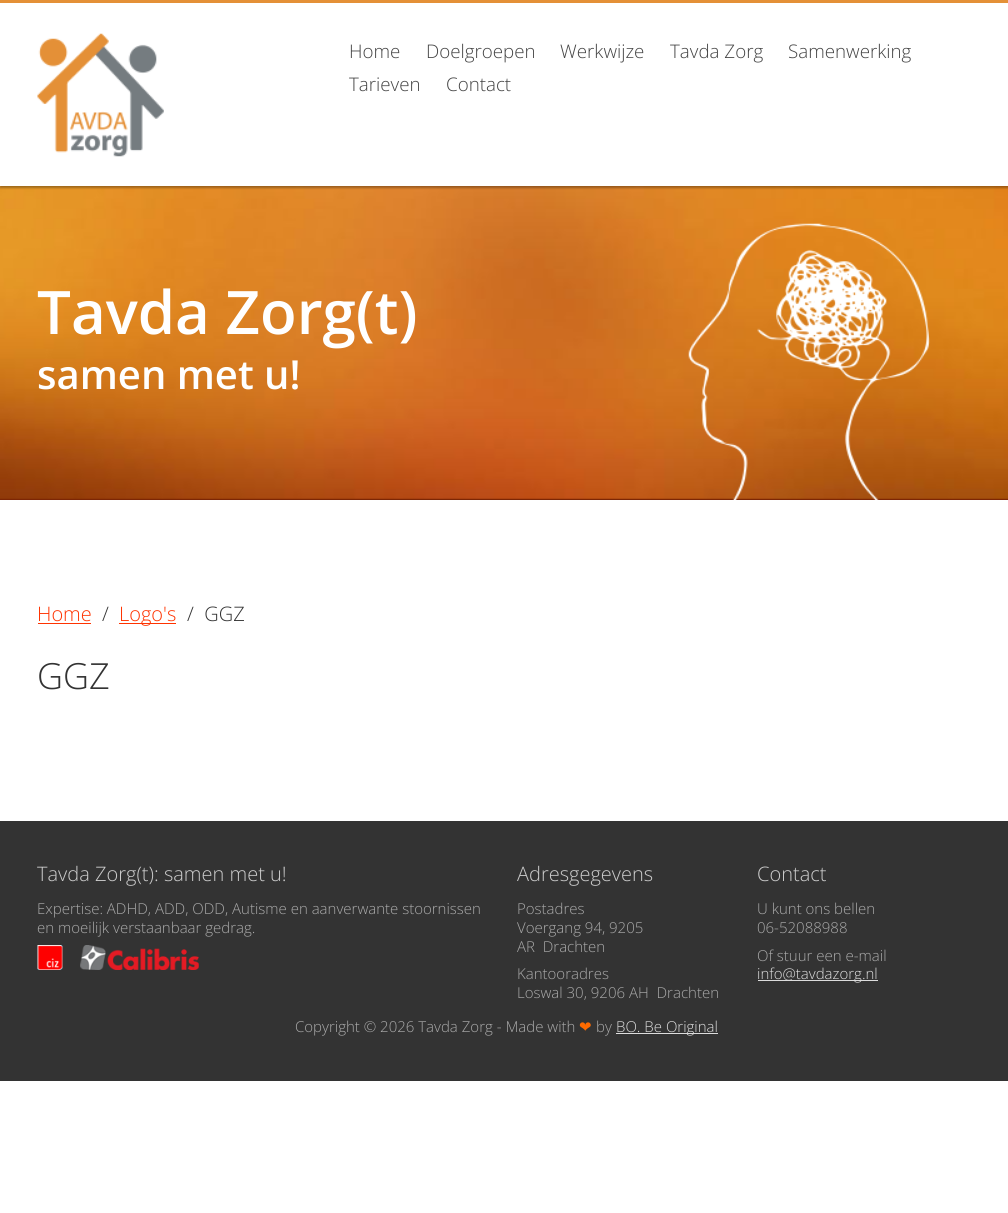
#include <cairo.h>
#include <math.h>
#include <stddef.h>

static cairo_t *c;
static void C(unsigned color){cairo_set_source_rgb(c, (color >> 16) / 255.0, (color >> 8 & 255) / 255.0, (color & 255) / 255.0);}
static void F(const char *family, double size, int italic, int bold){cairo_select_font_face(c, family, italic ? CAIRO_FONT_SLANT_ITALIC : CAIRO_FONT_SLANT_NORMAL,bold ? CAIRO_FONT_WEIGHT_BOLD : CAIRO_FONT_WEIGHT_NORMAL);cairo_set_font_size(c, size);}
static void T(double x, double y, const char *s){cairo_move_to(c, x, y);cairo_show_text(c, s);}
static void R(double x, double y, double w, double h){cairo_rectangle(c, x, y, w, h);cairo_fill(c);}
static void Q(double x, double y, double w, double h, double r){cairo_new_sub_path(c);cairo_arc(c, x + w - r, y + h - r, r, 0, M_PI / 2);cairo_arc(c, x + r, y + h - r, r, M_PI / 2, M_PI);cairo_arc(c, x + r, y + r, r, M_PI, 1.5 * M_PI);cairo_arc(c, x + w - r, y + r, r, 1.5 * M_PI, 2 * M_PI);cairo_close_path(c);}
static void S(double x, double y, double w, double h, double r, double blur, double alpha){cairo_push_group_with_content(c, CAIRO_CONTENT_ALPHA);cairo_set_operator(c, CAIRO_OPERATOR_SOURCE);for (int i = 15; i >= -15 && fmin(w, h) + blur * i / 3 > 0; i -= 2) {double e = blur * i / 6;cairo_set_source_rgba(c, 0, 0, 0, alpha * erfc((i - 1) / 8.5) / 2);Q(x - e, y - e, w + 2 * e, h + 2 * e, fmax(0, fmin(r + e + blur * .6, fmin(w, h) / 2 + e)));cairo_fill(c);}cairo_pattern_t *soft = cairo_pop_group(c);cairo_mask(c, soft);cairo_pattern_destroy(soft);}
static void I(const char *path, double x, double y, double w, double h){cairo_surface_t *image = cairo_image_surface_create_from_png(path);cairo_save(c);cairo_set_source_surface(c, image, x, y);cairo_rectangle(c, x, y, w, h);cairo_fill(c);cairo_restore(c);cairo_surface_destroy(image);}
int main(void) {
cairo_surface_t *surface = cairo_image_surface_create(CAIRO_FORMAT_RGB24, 1008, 1213);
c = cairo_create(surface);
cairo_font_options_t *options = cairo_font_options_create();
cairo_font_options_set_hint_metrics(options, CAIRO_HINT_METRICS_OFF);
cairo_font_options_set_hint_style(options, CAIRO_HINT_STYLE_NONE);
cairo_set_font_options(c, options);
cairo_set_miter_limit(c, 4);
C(0xffffff);
cairo_paint(c);
C(0x7c2605);
R(0,498,1008,2);
I("1.png",0,186,1008,313);
C(0x000000);
S(0,1,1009,187,0,1,.3);
C(0xffffff);
R(0,3,1008,183);
C(0xe49037);
R(0,0,1008,3);
I("2.png",37,33,127,124);
F("Open Sans Light",18.75,0,0);
C(0x444444);
T(349,58,"Home");
T(426,58,"Doelgroepen");
T(560,58,"Werkwijze");
T(670,58,"Tavda Zorg");
T(788,58,"Samenwerking");
T(349,91,"Tarieven");
T(446,91,"Contact");
F("Open Sans SemiBold",60,0,0);
C(0xffffff);
T(37,334,"Tavda Zorg(t)");
F("Open Sans SemiBold",40,0,0);
T(37,389,"samen met u!");
I("3.png",688,223,242,277);
F("Open Sans Light",20,0,0);
C(0xff3300);
T(37,621,"Home");
R(38,623,53,1);
C(0x333333);
T(102,621,"/");
C(0xff3300);
R(119,623,57,1);
T(119,621,"Logo's");
C(0x333333);
T(187,621,"/  GGZ");
F("Open Sans Light",36,0,0);
T(37,689,"GGZ");
R(0,821,1008,260);
F("Open Sans Light",20,0,0);
C(0xcccccc);
T(37,881,"Tavda Zorg(t): samen met u!");
F("Open Sans Light",15,0,0);
C(0xaaaaaa);
T(37,914,"Expertise: ADHD, ADD, ODD, Autisme en aanverwante stoornissen");
T(37,933,"en moeilijk verstaanbaar gedrag.");
I("4.png",37,945,26,25);
I("5.png",80,945,119,25);
F("Open Sans Light",20,0,0);
C(0xcccccc);
T(517,881,"Adresgegevens");
F("Open Sans Light",15,0,0);
C(0xaaaaaa);
T(517,914,"Postadres");
T(517,933,"Voergang 94, 9205");
T(517,952,"AR  Drachten");
T(517,979,"Kantooradres");
T(517,998,"Loswal 30, 9206 AH  Drachten");
F("Open Sans Light",20,0,0);
C(0xcccccc);
T(757,881,"Contact");
F("Open Sans Light",15,0,0);
C(0xaaaaaa);
T(757,914,"U kunt ons bellen");
T(757,933,"06-52088988");
T(757,961,"Of stuur een e-mail");
C(0xdddddd);
R(758,980,120,1);
T(757,979,"info@tavdazorg.nl");
C(0xaaaaaa);
T(295,1032,"Copyright © 2026 Tavda Zorg - Made with");
F("DejaVu Sans",15,0,0);
C(0xfe6a00);
T(579,1032,"❤");
F("Open Sans Light",15,0,0);
C(0xaaaaaa);
T(596,1032,"by");
C(0xdddddd);
R(616,1033,102,1);
T(616,1032,"BO. Be Original");
cairo_surface_write_to_png(surface, "o.png");
cairo_font_options_destroy(options);
cairo_destroy(c);
cairo_surface_destroy(surface);
return 0;
}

-------------------------

ACTIVITY:
Count the lines in the records above that contain the word "const", and reply with that number alone.

ANSWER SECTION:
3